Forest Society Seeks to Conserve Five Miles of Upper Connecticut River Frontage

Renowned Fishing and Forestland Along National Scenic Byway--Gateway to the Connecticut Lakes Region and Pittsburg 2,100 Acres Would Be Largest Forest Society Reservation in the North Country

November 30, 2007

Concord, N.H.,—The Society for the Protection of New Hampshire Forests hopes to permanently conserve 2,100 acres on the upper reaches of the Connecticut River in Clarksville that features five miles of pristine river frontage and extensive views from U.S. Route 3, a designated National Scenic Byway.
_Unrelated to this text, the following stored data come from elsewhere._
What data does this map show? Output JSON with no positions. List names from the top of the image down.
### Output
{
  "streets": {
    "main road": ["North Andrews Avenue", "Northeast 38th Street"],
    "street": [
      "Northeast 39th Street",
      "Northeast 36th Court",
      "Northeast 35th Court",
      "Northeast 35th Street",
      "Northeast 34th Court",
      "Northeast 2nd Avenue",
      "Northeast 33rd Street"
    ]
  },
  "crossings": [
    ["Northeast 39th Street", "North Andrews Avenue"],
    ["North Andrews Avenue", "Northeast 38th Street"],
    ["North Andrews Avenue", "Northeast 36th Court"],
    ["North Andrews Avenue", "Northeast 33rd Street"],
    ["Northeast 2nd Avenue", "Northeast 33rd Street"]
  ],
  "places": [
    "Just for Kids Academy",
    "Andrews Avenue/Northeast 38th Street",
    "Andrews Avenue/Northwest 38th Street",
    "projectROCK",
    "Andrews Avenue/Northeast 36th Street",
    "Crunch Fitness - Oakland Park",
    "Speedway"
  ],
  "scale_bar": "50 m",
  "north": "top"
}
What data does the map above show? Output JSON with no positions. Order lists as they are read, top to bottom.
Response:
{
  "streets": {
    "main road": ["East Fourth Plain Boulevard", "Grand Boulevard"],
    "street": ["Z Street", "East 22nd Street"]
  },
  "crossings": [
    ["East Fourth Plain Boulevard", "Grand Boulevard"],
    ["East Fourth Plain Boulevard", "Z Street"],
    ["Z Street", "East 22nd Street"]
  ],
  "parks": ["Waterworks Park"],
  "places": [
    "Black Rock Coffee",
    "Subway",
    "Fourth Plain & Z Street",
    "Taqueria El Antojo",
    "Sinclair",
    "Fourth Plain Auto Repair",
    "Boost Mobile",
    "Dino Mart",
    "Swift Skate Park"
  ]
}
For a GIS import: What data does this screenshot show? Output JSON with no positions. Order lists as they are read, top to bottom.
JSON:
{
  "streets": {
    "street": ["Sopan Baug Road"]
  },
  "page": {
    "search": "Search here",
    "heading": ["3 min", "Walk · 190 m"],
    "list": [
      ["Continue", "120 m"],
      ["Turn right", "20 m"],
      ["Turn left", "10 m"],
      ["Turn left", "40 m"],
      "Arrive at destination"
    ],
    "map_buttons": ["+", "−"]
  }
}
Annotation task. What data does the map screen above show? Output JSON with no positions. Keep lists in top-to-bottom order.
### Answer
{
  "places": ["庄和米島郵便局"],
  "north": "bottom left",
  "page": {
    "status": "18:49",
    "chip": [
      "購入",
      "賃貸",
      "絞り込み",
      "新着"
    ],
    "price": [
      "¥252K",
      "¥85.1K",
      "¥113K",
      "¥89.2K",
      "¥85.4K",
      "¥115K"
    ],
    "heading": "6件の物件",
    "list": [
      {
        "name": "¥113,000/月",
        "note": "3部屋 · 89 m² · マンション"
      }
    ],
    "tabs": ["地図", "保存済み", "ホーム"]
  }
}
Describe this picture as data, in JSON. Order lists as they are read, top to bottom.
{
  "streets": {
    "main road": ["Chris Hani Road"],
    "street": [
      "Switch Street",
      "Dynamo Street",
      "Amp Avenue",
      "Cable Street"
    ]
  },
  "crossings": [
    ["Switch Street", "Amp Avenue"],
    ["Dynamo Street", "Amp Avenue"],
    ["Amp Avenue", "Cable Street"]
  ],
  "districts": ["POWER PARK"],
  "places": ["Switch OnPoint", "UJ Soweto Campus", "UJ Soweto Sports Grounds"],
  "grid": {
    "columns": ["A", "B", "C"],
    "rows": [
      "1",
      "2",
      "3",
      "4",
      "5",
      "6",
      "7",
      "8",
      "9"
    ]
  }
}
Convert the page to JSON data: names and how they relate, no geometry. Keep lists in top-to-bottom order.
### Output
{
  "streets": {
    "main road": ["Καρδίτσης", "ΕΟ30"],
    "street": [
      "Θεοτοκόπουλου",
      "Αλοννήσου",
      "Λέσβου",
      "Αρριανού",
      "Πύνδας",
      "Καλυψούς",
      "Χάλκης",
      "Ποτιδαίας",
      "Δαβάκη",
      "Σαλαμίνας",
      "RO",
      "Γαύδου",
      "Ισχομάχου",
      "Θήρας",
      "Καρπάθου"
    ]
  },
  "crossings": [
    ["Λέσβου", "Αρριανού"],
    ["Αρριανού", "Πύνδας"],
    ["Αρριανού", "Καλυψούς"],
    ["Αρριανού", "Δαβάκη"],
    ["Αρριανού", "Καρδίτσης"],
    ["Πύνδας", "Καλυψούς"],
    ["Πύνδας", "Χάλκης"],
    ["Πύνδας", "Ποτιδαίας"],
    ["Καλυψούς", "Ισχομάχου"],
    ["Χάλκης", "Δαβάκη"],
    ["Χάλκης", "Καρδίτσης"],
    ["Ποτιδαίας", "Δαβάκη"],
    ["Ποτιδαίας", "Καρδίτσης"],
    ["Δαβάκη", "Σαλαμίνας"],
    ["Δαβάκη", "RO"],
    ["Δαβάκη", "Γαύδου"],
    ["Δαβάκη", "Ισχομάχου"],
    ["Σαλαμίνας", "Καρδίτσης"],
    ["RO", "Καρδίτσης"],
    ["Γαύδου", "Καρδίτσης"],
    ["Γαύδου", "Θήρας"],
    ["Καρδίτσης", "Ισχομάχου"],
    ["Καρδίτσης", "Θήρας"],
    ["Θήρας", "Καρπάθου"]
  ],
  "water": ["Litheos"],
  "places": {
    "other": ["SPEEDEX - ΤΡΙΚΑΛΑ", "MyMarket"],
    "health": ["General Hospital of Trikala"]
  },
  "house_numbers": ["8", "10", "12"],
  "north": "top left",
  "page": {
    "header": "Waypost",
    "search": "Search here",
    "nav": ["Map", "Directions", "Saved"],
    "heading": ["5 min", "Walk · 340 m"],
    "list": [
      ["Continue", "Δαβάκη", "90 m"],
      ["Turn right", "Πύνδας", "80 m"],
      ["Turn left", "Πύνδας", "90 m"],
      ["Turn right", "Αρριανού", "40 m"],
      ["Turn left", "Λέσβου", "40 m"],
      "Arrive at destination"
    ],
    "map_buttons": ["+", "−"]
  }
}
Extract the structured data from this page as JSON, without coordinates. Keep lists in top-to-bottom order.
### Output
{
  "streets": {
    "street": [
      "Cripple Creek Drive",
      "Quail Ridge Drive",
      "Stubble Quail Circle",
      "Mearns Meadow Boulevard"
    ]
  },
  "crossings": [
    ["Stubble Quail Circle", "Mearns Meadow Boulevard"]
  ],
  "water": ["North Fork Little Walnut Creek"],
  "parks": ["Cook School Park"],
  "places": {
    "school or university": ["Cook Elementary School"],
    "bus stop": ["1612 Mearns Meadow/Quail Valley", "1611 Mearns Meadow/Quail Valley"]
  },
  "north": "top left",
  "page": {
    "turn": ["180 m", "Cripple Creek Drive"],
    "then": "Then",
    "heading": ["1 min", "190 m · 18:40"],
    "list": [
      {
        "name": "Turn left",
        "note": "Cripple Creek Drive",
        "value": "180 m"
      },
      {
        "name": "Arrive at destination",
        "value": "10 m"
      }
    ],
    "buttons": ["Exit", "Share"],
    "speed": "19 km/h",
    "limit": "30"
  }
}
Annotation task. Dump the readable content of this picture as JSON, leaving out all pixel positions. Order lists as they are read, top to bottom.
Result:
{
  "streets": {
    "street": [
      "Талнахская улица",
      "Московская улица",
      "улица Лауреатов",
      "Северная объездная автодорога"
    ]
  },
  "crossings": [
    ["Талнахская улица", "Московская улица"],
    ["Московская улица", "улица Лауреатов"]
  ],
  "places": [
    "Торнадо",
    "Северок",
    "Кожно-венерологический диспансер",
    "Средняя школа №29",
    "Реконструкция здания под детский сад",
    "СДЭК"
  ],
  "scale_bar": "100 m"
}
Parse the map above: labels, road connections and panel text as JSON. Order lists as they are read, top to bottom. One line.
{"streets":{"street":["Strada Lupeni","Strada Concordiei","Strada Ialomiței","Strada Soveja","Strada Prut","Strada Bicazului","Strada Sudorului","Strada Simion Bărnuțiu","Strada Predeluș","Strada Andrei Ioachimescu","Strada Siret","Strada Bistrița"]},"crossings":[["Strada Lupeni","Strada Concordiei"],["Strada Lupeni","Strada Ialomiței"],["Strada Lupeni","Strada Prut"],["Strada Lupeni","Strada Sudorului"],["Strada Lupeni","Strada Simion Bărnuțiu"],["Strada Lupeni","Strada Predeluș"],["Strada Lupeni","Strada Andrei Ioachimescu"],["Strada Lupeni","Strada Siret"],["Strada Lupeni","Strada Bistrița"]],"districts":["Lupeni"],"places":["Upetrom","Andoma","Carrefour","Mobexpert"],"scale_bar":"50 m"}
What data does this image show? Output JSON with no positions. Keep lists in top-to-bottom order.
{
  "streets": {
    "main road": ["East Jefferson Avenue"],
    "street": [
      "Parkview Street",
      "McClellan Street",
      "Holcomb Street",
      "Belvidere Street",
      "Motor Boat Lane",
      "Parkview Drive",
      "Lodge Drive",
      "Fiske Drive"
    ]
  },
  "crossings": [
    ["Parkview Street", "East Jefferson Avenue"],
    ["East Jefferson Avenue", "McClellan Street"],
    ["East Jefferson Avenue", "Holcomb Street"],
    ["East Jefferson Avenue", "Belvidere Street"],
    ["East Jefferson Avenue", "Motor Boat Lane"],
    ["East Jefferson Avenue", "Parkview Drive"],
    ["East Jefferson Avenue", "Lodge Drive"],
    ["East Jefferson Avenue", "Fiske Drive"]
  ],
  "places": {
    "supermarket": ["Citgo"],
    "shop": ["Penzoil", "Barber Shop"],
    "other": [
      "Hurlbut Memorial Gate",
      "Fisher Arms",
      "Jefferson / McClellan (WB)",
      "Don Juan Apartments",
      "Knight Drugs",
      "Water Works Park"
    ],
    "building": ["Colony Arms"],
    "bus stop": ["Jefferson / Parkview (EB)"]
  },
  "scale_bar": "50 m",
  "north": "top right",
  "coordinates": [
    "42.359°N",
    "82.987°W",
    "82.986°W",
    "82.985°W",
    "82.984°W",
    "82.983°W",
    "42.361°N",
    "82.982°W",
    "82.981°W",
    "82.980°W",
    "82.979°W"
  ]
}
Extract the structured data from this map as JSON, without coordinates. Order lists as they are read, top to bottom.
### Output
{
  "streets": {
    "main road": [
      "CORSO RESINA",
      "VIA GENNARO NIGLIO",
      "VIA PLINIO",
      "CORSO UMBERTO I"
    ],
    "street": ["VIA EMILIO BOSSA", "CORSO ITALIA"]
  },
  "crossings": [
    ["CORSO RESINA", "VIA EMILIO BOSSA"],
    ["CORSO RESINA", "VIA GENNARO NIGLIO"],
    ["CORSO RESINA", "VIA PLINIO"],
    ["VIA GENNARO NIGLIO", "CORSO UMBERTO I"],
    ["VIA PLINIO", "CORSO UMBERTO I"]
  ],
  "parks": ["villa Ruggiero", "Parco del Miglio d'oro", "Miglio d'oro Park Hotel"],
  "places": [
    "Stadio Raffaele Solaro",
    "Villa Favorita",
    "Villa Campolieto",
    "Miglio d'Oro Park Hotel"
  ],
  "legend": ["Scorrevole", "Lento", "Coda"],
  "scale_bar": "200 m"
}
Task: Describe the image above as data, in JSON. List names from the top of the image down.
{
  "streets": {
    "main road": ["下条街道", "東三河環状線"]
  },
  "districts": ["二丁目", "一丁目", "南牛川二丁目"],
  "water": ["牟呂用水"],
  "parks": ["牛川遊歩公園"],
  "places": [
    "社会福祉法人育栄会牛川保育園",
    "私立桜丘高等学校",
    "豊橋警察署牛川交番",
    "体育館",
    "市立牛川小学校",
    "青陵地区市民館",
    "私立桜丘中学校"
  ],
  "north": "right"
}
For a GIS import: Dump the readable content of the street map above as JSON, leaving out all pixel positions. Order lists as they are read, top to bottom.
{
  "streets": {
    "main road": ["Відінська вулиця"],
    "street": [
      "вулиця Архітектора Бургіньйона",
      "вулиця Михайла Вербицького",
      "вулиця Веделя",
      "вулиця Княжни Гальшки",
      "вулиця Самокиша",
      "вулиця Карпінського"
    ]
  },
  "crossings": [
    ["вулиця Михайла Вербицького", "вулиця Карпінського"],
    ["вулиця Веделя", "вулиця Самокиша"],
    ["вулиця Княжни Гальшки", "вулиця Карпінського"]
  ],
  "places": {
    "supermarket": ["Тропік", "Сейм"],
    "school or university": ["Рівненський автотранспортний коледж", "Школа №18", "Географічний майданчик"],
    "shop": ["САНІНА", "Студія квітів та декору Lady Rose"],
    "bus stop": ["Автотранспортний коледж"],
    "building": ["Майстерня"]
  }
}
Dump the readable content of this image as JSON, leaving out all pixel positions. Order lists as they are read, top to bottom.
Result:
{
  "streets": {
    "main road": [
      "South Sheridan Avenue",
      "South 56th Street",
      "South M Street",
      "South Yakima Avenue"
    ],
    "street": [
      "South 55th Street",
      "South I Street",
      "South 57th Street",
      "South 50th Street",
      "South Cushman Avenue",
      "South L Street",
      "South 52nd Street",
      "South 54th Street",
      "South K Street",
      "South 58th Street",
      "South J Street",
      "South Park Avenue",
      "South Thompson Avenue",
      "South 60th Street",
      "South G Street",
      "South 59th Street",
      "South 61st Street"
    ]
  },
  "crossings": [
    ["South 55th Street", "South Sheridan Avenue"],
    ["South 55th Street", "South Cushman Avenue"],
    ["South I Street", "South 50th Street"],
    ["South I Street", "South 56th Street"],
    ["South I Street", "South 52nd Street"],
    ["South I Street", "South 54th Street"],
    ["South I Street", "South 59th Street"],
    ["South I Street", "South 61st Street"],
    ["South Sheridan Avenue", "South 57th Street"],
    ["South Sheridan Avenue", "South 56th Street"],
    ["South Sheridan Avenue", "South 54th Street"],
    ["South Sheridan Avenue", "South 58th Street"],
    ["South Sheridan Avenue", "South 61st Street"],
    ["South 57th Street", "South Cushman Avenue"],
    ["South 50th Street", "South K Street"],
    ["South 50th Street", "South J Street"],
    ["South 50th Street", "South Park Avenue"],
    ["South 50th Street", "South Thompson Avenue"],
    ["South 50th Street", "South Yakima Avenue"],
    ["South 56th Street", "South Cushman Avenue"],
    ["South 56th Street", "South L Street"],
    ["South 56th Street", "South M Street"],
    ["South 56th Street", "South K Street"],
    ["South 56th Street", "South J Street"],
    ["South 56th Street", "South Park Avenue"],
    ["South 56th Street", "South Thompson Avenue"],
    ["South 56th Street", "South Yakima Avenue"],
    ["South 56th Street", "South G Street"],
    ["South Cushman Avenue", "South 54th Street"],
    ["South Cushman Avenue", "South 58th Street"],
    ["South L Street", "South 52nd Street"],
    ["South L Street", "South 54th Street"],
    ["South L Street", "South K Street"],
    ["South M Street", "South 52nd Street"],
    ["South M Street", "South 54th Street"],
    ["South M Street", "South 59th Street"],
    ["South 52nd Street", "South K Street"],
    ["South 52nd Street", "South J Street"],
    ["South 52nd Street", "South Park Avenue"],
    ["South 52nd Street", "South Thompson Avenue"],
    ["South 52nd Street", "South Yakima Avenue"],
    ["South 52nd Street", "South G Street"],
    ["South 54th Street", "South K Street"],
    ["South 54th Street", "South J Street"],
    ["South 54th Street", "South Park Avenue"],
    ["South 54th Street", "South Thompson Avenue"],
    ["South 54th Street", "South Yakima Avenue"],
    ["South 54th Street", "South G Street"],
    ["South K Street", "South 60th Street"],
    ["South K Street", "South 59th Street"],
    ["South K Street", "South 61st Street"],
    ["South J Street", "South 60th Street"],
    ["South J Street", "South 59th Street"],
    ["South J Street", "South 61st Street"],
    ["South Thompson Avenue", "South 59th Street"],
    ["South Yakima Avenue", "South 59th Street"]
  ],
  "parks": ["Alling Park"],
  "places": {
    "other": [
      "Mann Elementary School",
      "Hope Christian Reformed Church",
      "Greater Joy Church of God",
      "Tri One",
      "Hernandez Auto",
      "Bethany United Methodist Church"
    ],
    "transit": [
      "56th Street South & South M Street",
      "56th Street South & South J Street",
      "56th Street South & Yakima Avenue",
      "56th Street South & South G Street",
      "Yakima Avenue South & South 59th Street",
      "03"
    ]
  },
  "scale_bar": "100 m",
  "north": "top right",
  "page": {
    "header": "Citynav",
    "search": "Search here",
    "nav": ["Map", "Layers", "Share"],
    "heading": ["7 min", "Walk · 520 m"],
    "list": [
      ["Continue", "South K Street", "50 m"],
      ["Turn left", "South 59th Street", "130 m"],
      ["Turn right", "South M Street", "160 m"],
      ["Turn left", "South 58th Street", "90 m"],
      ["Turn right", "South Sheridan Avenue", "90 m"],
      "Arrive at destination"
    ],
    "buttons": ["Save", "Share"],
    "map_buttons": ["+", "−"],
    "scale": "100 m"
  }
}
The Connecticut River Forest, as the project is being called, would continue to be managed as working forest under Forest Society ownership, and it would remain open to the public for activities including fishing, hunting, hiking and snowmobiling—all key to the economy of New Hampshire’s north country. This would be the Forest Society’s largest reservation north of the notches and among its five largest forest reservations statewide, which include Mount Monadnock.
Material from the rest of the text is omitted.